Worth Living Founder Keith Anderson
Whether it’s the angst of Eric Clapton’s Layla, the bluntness of ZZ Top’s Legs, or the joy of The Beatles’ Love Me Do, love and music have always gone together.
When I would meet a woman, one of my ‘get to know her’ questions was, “What kind of music do you like?” For many years, it was simply a question, one of many. Though some responses were certainly indicative of how short the relationship would be. That question carries more relevance for me now given the role music played in the dark days of my depression, and then in my recovery. I find now that lyrics have become very important when I am listening to music. Certain songs are not only enjoyable, but provide some significance for me, and can have the power to change the course of my day.
I met someone a woman few years ago – EM, as she prefers to be called. The afternoon after we met, we got together at a Halifax coffee shop. We found ourselves discussing many topics from my journey through depression to her studies at Dalhousie University. We talked for hours. Though healthy, I hadn’t spoken with a woman one on one with that sparkle for many years. OK, 12 years! Those years were spent getting healthy, learning how to re-enter the world. But onward I went, talking, laughing and getting to know her.
Though there were certainly differences between us but there was far more in common. I quickly discovered that one of her favourite artists is Van Morrison. Van ranks high on my list as well. We both know Van is an acquired taste, and he is certainly not a Top 10 hit maker nowadays. So for EM to have been exposed to Van at all, let alone enjoy his music, spoke a lot about her. So, I ventured back into the relationship world with music as one of my key reference points.
A few weeks later, I noticed a post EM made on social media listing albums that had impacted her. The list, of course, included Van’s Astral Weeks, but then I noticed Fleetwood Mac’s Rumours was also listed. That album was huge when I was a teenager just starting to listen to music. I remember playing it the summer I was 16. I had just gotten my driver’s license and so cruising with Don’t Stop Thinking About Tomorrow cranked up was too cool. Great memories! I was both pleased and impressed with her musical taste. It gave us more in common. It helped me appreciate and understand her better. It also made me feel comfortable in talking with her. Given the time since my last relationship, I needed things in common. We shared something that was important to both of us.

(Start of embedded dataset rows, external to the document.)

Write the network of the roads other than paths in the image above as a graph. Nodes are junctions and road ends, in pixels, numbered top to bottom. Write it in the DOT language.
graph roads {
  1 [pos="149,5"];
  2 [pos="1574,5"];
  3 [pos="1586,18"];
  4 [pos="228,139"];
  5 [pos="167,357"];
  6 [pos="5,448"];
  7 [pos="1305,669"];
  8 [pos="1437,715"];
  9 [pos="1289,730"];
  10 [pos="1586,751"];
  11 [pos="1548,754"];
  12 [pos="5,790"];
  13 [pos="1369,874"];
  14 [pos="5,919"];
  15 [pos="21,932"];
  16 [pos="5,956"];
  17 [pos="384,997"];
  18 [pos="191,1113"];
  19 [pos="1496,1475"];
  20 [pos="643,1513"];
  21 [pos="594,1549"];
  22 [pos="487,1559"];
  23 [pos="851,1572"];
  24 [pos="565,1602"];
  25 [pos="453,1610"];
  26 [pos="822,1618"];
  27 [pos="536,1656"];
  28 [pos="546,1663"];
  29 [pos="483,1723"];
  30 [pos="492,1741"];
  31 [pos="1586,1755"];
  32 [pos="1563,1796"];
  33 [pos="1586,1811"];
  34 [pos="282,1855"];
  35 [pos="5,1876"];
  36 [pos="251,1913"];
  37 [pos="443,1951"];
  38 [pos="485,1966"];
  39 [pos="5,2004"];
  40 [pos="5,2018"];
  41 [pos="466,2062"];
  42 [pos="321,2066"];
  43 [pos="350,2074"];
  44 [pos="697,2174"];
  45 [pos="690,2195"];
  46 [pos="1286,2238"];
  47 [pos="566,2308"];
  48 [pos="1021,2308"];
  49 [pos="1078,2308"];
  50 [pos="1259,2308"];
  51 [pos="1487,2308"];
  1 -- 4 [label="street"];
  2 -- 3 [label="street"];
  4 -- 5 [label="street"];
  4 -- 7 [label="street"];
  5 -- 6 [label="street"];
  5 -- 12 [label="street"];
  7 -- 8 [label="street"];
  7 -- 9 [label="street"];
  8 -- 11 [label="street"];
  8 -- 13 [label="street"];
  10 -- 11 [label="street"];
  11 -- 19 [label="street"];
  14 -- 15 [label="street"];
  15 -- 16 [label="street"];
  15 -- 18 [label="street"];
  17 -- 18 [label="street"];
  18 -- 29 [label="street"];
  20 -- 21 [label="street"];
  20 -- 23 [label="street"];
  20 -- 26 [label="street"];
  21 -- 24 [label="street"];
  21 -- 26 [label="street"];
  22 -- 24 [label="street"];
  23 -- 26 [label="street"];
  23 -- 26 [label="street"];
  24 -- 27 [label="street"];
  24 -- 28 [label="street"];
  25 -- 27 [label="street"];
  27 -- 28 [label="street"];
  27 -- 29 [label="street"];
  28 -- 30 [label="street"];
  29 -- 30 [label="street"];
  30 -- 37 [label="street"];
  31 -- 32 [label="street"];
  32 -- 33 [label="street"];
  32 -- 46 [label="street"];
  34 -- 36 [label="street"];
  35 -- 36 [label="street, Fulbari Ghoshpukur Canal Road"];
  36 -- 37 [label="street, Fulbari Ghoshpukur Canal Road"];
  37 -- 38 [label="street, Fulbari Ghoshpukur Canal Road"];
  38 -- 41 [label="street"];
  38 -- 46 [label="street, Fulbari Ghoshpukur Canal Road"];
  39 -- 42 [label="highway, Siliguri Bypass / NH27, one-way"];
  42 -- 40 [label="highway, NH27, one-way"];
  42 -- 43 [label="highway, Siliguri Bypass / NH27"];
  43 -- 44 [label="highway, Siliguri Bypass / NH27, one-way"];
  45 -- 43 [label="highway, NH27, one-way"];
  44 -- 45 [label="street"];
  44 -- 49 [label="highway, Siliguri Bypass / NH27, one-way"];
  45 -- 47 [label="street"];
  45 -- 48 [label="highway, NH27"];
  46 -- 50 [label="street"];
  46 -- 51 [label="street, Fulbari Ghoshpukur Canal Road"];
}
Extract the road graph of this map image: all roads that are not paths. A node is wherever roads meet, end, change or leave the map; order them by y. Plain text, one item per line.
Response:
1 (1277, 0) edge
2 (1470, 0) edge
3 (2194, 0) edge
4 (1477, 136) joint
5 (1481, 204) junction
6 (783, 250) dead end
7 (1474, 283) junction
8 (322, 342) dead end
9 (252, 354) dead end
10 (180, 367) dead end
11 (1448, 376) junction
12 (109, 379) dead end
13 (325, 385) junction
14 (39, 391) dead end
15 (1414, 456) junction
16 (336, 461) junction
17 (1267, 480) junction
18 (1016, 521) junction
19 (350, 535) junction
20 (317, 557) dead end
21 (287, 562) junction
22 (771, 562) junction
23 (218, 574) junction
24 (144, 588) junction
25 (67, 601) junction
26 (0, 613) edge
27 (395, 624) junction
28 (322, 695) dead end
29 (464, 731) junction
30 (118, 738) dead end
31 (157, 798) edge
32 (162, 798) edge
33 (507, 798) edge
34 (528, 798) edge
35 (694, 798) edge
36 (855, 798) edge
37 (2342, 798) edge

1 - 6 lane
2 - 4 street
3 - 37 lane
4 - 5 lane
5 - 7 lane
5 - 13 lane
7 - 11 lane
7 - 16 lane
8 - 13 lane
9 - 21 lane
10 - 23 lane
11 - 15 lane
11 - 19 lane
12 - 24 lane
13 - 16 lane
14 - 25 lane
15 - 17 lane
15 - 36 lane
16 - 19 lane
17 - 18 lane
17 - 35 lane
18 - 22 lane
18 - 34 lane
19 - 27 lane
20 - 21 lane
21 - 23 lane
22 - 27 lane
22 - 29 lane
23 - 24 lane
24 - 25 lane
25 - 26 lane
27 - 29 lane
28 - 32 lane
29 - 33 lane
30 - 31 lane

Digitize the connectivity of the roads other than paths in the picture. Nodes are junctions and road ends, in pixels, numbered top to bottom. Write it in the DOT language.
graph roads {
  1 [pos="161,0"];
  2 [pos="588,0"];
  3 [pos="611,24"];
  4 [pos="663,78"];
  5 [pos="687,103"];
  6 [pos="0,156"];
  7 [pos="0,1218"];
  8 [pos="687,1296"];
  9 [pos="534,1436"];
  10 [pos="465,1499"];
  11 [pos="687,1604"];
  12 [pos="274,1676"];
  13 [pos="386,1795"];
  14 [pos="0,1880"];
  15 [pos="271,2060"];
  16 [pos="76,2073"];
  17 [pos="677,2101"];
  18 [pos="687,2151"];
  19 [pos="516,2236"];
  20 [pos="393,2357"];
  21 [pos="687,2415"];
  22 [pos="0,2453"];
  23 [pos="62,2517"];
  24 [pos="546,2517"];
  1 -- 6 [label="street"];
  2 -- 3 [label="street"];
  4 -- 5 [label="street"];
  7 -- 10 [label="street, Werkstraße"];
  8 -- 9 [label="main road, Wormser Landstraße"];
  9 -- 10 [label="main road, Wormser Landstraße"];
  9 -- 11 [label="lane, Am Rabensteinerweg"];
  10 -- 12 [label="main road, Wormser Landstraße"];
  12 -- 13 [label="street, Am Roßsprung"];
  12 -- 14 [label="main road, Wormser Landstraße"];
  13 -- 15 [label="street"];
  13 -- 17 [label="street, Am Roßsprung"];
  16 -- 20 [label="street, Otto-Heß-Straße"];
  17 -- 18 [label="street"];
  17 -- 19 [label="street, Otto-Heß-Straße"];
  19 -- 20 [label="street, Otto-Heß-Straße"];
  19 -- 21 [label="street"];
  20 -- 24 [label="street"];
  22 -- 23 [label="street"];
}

I presented at a local university a few months after we met. I invited EM to join me and she readily accepted. As we drove the hour to the school, I suggested she find some music for us to enjoy. She chose Alt Nation – not a channel I would think to check out. The music was certainly different, but actually rather good. It was something new for me to experience musically. Well done, EM!
EM spent the following summer at home in Ontario and so we were apart. One summer day, as I was driving the 5 hour trip from my hometown of Sydney to Halifax, EM and I texted most of the trip (yes, I pulled over each time to read and respond!).
About half way there, I thought it was time to hear some music. I turned on Classic Vinyl and Bob Segar’s You’ll Accompany Me was playing:
“I’ll take my chances babe I’II risk it all
I’ll win your love or I’II take the fall
I’ve made my mind up girl it’s meant to be
Someday lady you’ll accomp’ny me
Someday lady you’ll accomp’ny me
Out where the rivers meet the sounding sea
I feel it in my soul, it’s meant to be
Oh someday lady you’ll accomp’ny me”
Music can define a moment and even a relationship.